Problem description:
From the line with "ring pip: (719, 1086)" through the final line of the entries below, write out each line exactly and nothing else.

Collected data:
********

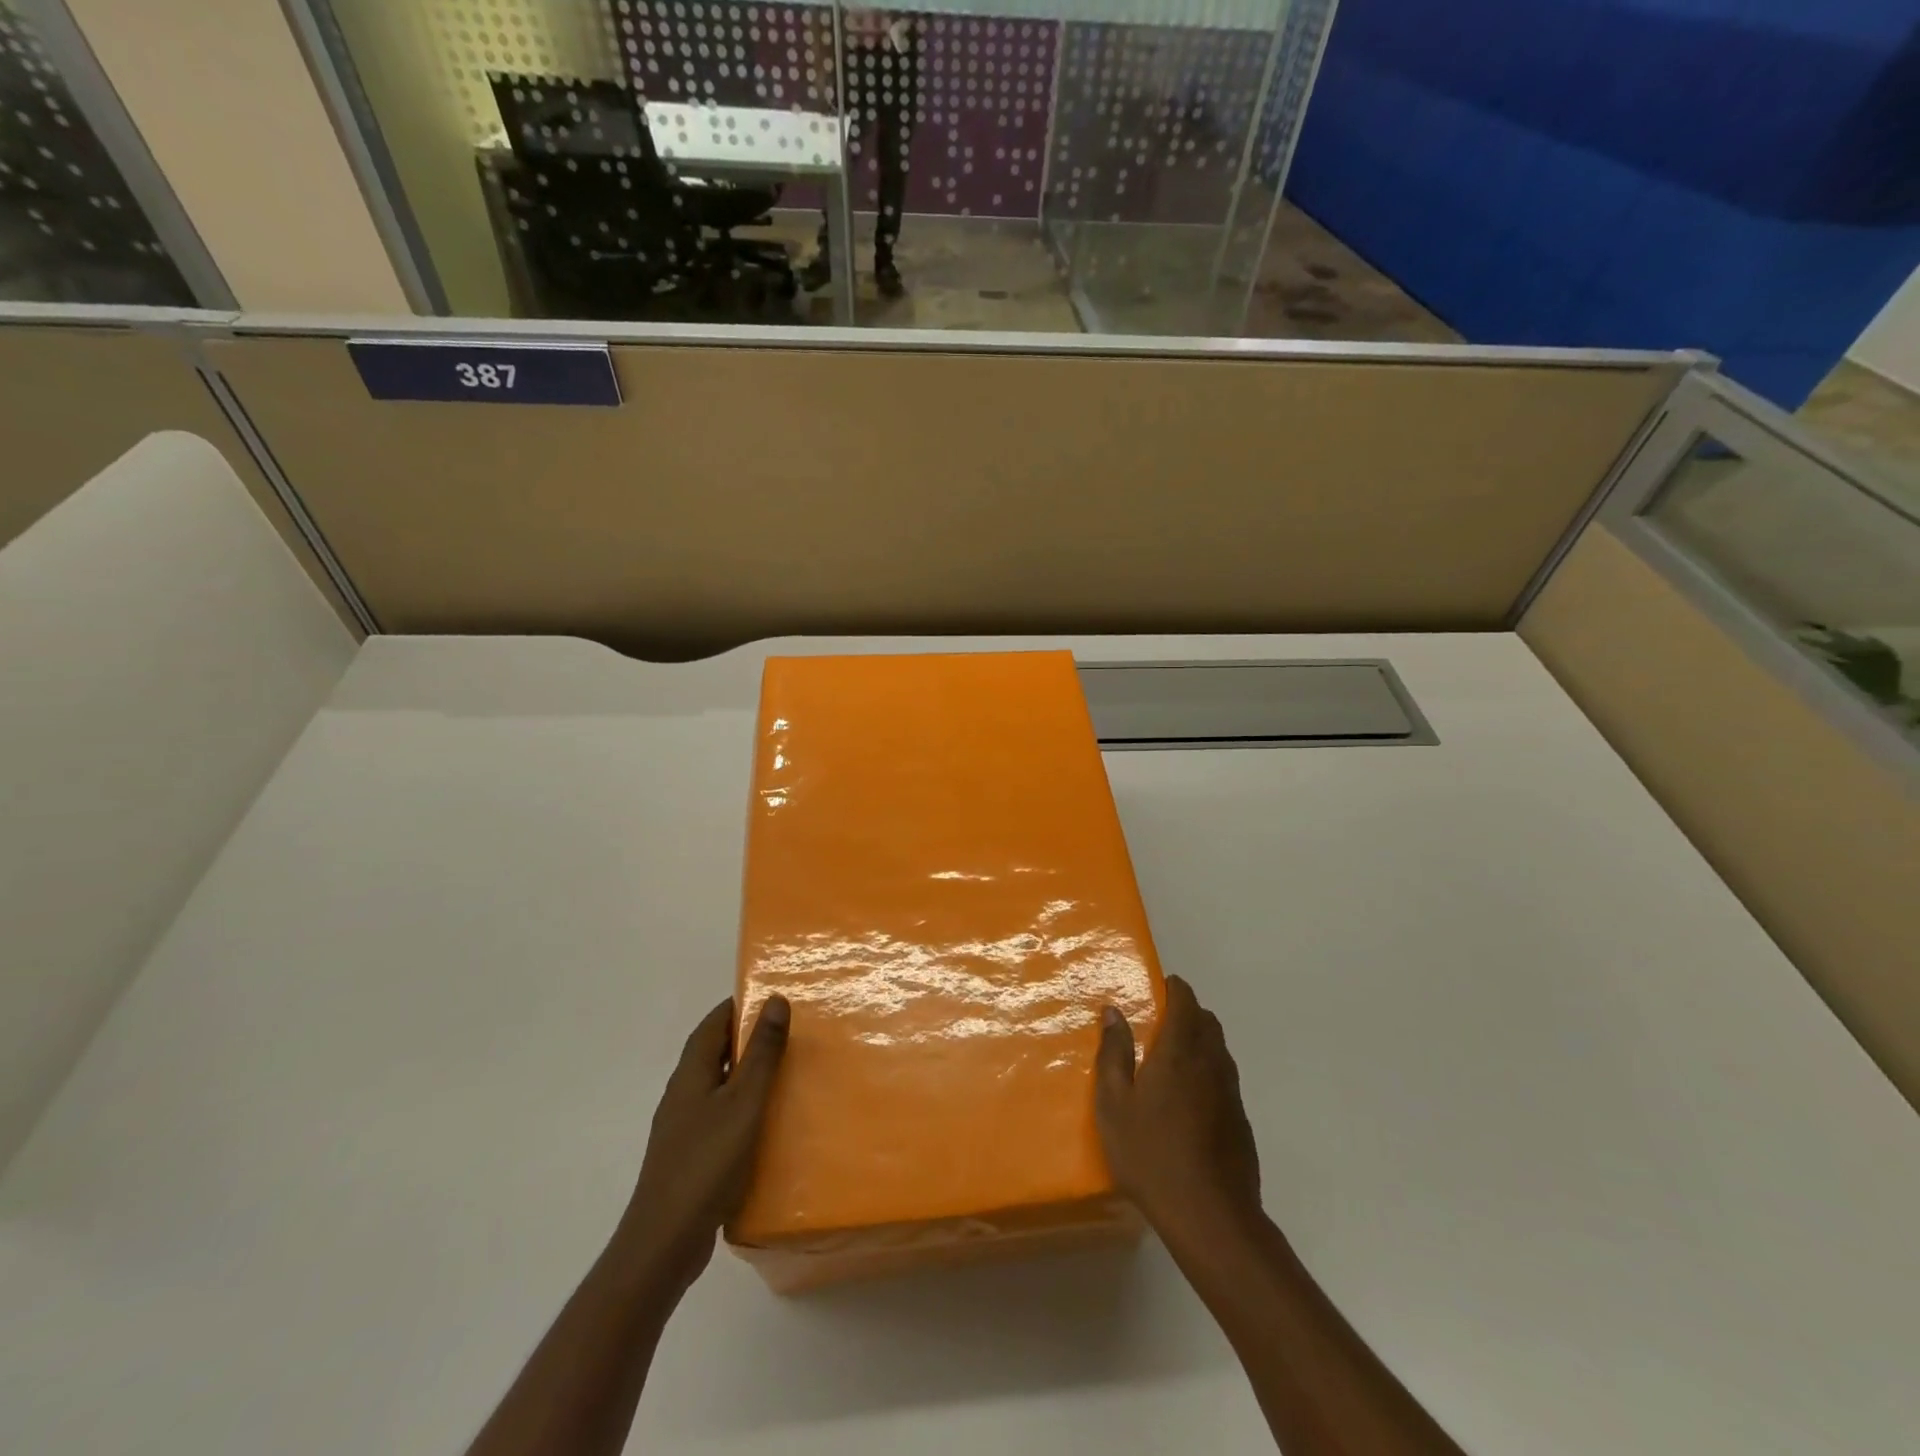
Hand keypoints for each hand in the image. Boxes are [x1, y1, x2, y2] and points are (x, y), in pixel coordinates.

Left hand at [620, 995, 789, 1293]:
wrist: (664, 1243)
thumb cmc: (706, 1163)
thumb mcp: (744, 1102)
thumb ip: (761, 1052)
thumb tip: (775, 1000)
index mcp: (691, 1073)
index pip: (714, 1022)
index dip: (741, 1005)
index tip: (775, 998)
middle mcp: (683, 1093)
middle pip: (715, 1052)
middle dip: (749, 1038)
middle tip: (791, 1033)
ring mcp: (683, 1127)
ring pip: (719, 1086)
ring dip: (747, 1075)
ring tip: (787, 1074)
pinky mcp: (690, 1156)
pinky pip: (720, 1117)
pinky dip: (744, 1108)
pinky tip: (767, 1124)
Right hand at [1096, 976, 1261, 1242]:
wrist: (1211, 1217)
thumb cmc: (1151, 1154)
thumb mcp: (1113, 1104)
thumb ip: (1113, 1054)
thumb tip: (1114, 1012)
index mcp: (1180, 1051)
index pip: (1185, 1001)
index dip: (1173, 988)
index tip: (1156, 987)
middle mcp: (1212, 1062)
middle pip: (1207, 1021)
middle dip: (1186, 1011)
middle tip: (1158, 1022)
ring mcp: (1231, 1093)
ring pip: (1219, 1049)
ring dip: (1199, 1040)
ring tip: (1170, 1059)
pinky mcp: (1241, 1121)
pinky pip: (1224, 1078)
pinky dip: (1208, 1071)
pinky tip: (1188, 1101)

********

Solution to this task:
ring pip: (719, 1086)
ring dip: (747, 1075)
ring tip: (787, 1074)
pinky mcp: (690, 1156)
pinky pip: (720, 1117)
pinky dip: (744, 1108)
pinky tip: (767, 1124)
Right hand at [1096, 976, 1261, 1242]:
wrist: (1211, 1217)
thumb cmc: (1151, 1154)
thumb mcp: (1113, 1104)
thumb ip: (1113, 1054)
thumb tip: (1114, 1012)
index mcp: (1180, 1051)
index pip: (1185, 1001)
index dip: (1173, 988)
index tip: (1156, 987)
middle mcp: (1212, 1062)
middle pip: (1207, 1021)
middle dip: (1186, 1011)
middle tip: (1158, 1022)
ring mcp: (1231, 1093)
ring pip: (1219, 1049)
ring dip: (1199, 1040)
ring tip: (1170, 1059)
pinky mcp: (1241, 1121)
pinky pip: (1224, 1078)
pinky dip: (1208, 1071)
pinky tip: (1188, 1101)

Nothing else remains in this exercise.